ROCKVILLE, Md. -- A device that measures glucose levels every five minutes over a seven-day cycle has been approved for marketing, the FDA announced.
ROCKVILLE, Md., June 4 -- A device that measures glucose levels every five minutes over a seven-day cycle has been approved for marketing, the FDA announced.
The STS-7 System uses a disposable sensor placed subcutaneously in the abdominal region to measure glucose levels in interstitial fluid.
According to the agency, patients 18 or older can easily place the sensor themselves with minimal discomfort. The sensors, which must be replaced weekly, will trigger an alarm if the patient becomes either hyperglycemic or hypoglycemic as determined by pre-set cutoffs.

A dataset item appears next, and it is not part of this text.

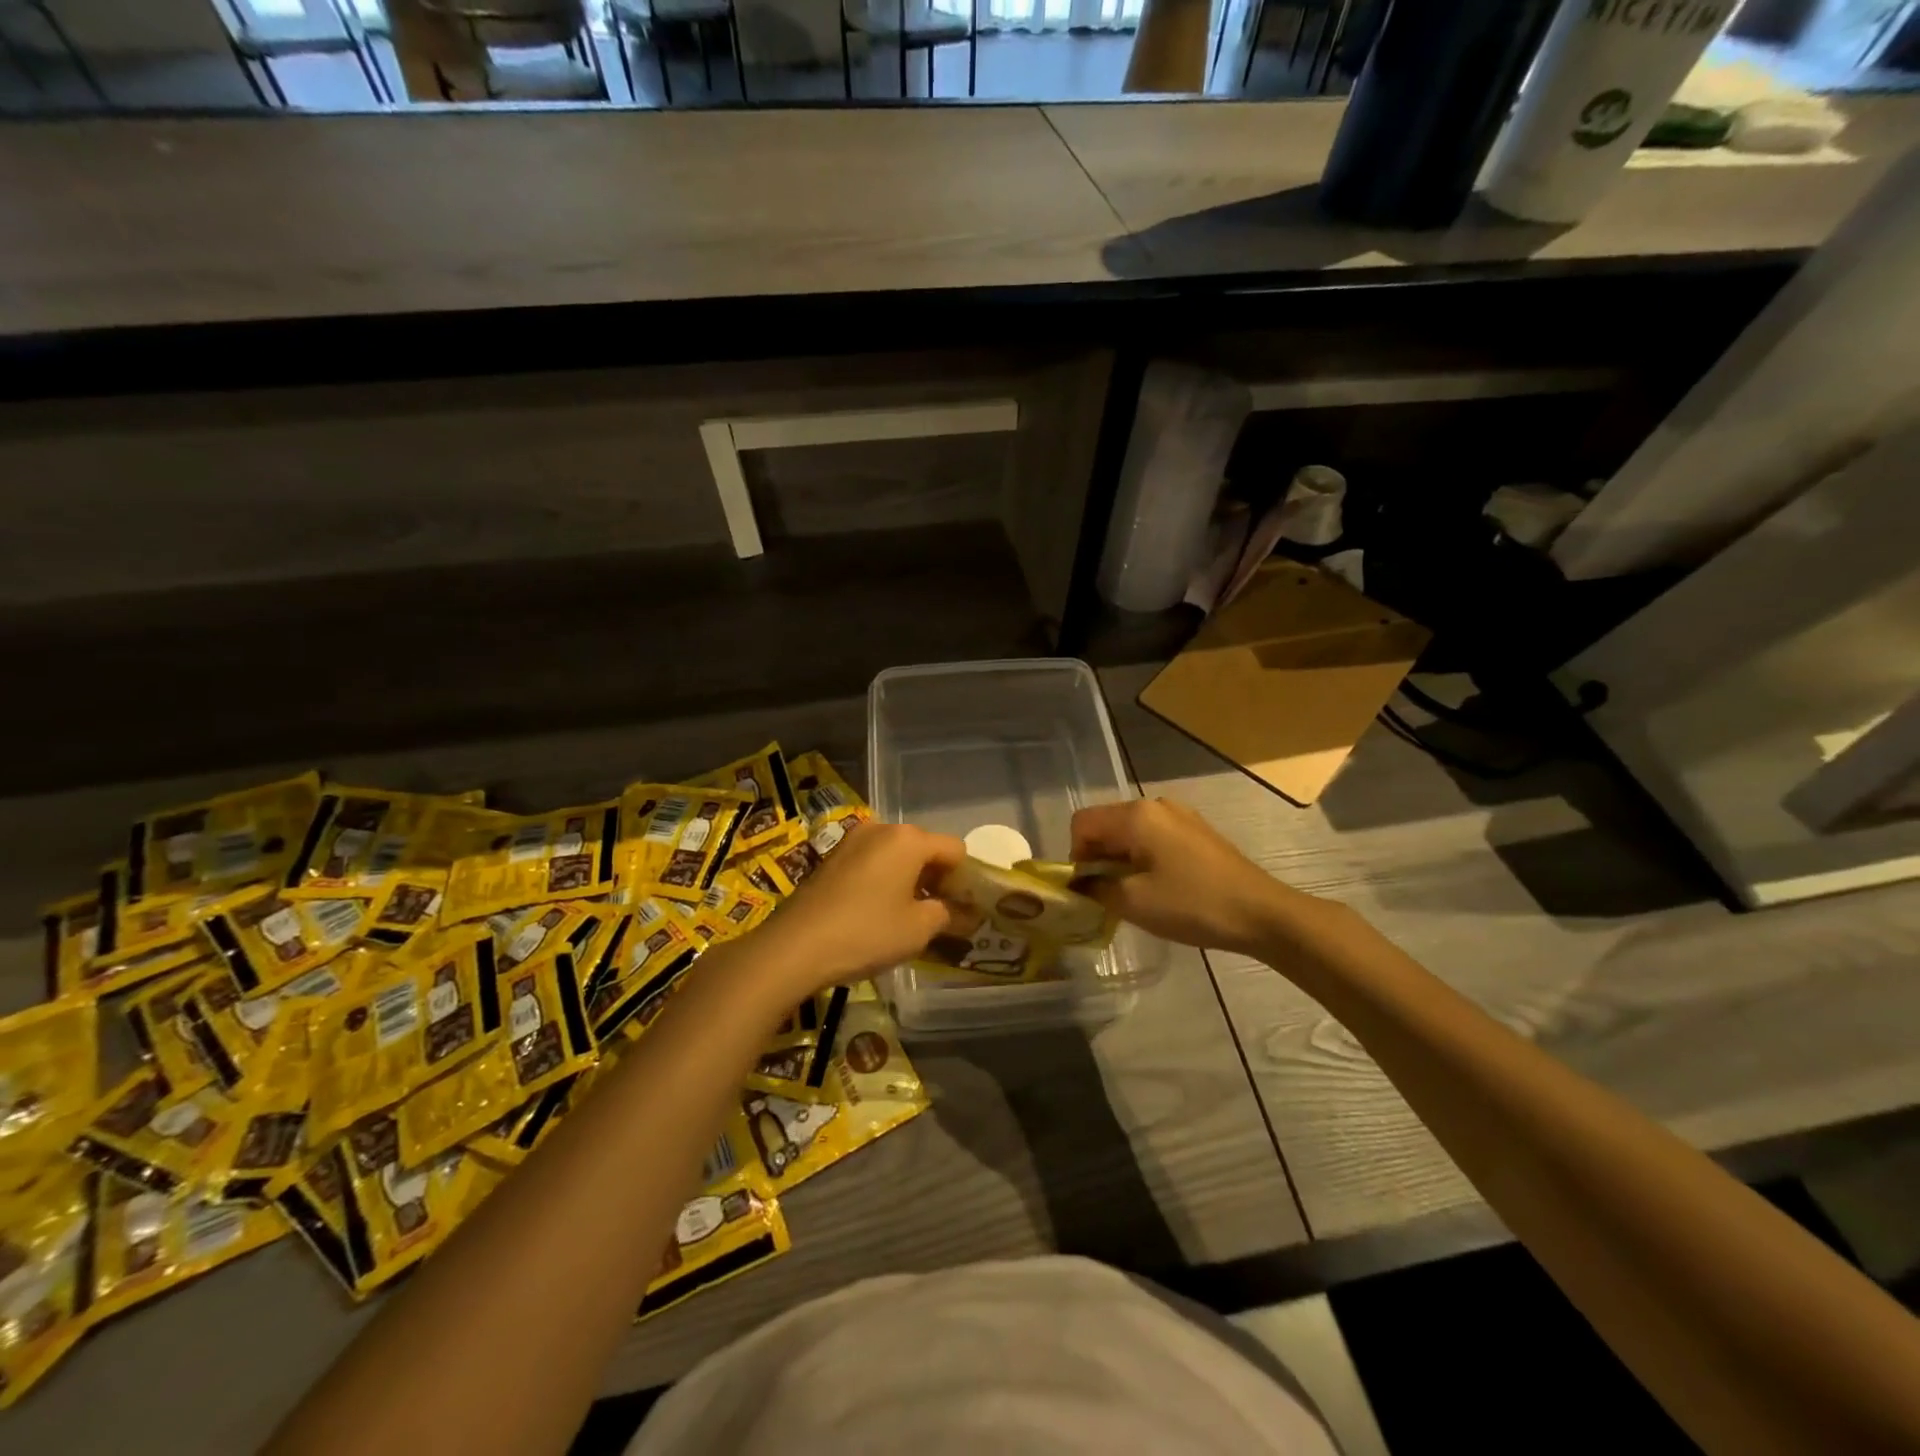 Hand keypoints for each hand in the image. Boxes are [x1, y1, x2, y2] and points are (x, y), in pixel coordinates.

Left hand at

The continuous monitoring system will augment but not replace conventional glucose monitoring, said Daniel Schultz, M.D., director of the FDA's Center for Devices and Radiological Health.
"The STS-7 System supplements standard fingerstick meters and test strips, providing diabetics ages 18 and older with a way to see trends and track patterns," he said. "It can help detect when glucose levels drop during the overnight hours, show when glucose levels rise between meals and suggest how exercise and diet might affect glucose levels."
The FDA gave the nod to the STS-7 System following results of a study conducted by the manufacturer, DexCom, Inc, of San Diego. In 72 patients with diabetes at five clinical sites in the United States, the device was found to be safe and effective for detecting trends and tracking patterns in glucose levels in adults.
A three-day version of the device, the STS Continuous Glucose Monitoring System, received FDA approval in March 2006.